Please copy every line from the following entries in which the word "edges" appears.

# # # # # # #

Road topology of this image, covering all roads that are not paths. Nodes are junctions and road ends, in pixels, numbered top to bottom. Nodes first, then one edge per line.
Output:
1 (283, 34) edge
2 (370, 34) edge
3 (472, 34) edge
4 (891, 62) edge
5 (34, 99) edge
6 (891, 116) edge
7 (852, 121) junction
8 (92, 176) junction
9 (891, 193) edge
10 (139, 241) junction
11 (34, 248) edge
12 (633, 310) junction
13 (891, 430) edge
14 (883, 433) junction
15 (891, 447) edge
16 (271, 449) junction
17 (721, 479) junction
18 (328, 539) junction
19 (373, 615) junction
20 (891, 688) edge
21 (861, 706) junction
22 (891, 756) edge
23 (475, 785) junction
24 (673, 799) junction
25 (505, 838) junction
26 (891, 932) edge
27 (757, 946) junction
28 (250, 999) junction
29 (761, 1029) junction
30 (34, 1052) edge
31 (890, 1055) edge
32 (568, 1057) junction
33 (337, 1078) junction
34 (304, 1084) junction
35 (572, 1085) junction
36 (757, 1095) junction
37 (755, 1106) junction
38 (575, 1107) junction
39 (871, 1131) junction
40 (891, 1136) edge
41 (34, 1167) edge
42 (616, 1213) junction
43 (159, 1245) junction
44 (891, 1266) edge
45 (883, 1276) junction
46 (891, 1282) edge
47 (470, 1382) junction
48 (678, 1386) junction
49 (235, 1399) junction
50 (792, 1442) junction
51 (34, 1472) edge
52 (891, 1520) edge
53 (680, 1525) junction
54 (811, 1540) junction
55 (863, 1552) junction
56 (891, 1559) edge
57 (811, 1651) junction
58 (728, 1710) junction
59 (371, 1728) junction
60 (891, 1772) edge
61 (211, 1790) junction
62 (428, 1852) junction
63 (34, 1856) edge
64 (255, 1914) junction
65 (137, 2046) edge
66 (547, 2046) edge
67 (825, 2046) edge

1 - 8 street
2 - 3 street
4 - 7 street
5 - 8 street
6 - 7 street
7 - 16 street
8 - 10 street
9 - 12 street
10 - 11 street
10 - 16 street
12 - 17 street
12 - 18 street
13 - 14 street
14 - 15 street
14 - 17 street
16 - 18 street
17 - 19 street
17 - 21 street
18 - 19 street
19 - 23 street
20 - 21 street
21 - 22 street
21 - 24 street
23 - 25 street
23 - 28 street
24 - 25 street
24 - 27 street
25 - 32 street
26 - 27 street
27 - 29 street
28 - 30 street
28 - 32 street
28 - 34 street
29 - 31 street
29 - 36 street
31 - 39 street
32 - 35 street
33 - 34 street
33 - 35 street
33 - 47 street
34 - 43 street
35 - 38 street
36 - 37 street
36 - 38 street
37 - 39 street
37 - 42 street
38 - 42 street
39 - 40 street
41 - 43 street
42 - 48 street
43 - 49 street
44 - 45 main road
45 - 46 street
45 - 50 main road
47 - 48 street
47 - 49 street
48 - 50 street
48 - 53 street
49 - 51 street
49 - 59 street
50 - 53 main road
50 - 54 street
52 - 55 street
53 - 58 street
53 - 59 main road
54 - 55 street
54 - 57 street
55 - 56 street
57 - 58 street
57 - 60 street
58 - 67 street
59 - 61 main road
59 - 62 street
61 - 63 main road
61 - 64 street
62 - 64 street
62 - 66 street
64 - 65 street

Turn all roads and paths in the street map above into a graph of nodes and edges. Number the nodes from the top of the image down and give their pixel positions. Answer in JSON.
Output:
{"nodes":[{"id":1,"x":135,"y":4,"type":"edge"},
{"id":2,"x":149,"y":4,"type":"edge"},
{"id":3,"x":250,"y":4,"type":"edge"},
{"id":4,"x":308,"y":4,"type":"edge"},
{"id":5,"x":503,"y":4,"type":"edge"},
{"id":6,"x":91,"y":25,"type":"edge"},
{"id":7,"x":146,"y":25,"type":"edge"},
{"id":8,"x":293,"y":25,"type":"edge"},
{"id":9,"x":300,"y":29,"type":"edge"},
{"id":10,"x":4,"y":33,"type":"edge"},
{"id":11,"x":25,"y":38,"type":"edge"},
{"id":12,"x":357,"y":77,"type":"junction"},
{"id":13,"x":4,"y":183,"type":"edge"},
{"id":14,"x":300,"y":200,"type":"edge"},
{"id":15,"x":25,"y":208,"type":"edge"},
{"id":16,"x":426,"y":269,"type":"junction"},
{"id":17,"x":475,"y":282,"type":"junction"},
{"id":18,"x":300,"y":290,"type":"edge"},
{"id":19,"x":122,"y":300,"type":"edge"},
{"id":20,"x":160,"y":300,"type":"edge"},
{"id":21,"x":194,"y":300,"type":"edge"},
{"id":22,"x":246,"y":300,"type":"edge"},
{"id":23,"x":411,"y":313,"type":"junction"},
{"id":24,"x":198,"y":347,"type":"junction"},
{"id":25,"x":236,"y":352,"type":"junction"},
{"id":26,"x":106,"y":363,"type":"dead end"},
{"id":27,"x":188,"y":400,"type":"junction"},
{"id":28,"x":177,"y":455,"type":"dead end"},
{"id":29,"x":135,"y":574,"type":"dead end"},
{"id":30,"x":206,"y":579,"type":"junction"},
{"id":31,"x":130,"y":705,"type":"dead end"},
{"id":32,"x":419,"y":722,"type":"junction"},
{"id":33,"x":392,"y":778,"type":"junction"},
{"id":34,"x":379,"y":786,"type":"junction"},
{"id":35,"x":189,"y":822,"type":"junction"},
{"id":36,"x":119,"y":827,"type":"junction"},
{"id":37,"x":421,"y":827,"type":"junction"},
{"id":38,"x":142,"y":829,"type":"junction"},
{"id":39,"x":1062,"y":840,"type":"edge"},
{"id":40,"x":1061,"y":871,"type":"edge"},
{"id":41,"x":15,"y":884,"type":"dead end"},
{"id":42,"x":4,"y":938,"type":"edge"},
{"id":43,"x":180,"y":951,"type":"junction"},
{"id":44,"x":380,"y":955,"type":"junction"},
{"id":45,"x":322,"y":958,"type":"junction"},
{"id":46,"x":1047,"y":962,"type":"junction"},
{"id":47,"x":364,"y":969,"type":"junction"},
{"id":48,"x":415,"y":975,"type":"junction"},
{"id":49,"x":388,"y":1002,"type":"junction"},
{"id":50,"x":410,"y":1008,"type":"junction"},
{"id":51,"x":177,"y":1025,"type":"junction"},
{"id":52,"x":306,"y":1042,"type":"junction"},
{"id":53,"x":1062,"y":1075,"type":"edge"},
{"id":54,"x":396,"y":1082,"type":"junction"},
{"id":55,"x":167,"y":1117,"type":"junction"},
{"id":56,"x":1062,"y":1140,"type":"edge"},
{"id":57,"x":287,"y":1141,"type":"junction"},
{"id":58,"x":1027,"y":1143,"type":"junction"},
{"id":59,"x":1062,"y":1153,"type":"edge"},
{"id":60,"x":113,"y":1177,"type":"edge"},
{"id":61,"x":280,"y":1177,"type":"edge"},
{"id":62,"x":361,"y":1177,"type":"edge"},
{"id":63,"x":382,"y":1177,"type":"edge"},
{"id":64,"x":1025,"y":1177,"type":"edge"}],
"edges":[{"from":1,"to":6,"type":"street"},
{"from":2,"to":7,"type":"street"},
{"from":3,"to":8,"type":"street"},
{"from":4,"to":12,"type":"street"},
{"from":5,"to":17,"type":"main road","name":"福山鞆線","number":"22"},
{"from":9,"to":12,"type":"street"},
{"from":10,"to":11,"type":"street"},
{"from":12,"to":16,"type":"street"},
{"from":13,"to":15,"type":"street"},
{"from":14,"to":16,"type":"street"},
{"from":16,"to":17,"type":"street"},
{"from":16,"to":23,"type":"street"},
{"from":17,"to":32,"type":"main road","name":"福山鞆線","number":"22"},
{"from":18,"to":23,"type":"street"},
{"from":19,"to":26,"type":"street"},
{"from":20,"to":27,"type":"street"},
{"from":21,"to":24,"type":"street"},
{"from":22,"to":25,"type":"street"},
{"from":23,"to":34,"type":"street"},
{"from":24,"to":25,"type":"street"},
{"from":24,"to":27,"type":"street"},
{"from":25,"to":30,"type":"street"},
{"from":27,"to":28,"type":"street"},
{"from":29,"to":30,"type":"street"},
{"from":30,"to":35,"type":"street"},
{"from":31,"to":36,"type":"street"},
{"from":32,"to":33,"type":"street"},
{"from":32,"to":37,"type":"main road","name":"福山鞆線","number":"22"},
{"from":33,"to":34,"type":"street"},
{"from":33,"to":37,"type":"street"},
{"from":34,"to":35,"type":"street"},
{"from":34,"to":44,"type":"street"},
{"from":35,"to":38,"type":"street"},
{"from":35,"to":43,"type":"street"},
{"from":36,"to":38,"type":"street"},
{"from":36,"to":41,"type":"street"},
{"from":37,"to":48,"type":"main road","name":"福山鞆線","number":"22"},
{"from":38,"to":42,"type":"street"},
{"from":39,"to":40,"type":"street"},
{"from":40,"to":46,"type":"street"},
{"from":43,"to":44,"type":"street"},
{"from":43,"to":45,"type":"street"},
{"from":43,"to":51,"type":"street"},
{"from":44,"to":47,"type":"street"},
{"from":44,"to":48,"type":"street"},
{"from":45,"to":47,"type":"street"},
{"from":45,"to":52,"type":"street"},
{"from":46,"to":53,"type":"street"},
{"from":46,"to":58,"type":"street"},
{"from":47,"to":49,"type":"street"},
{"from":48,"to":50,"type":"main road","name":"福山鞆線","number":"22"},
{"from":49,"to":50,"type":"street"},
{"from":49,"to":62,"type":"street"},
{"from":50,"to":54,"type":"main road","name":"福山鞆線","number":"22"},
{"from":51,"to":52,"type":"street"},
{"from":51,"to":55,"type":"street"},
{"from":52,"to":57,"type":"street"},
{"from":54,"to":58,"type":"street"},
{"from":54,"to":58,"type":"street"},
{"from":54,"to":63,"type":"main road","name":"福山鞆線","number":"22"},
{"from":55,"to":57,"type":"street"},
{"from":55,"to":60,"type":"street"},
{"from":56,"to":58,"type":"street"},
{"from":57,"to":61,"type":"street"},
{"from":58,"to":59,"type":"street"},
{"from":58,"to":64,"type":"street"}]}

# # # # # # #

[Your response]
Turn all roads and paths in the street map above into a graph of nodes and edges. Number the nodes from the top of the image down and give their pixel positions. Answer in JSON.
"edges":[{"from":1,"to":6,"type":"street"},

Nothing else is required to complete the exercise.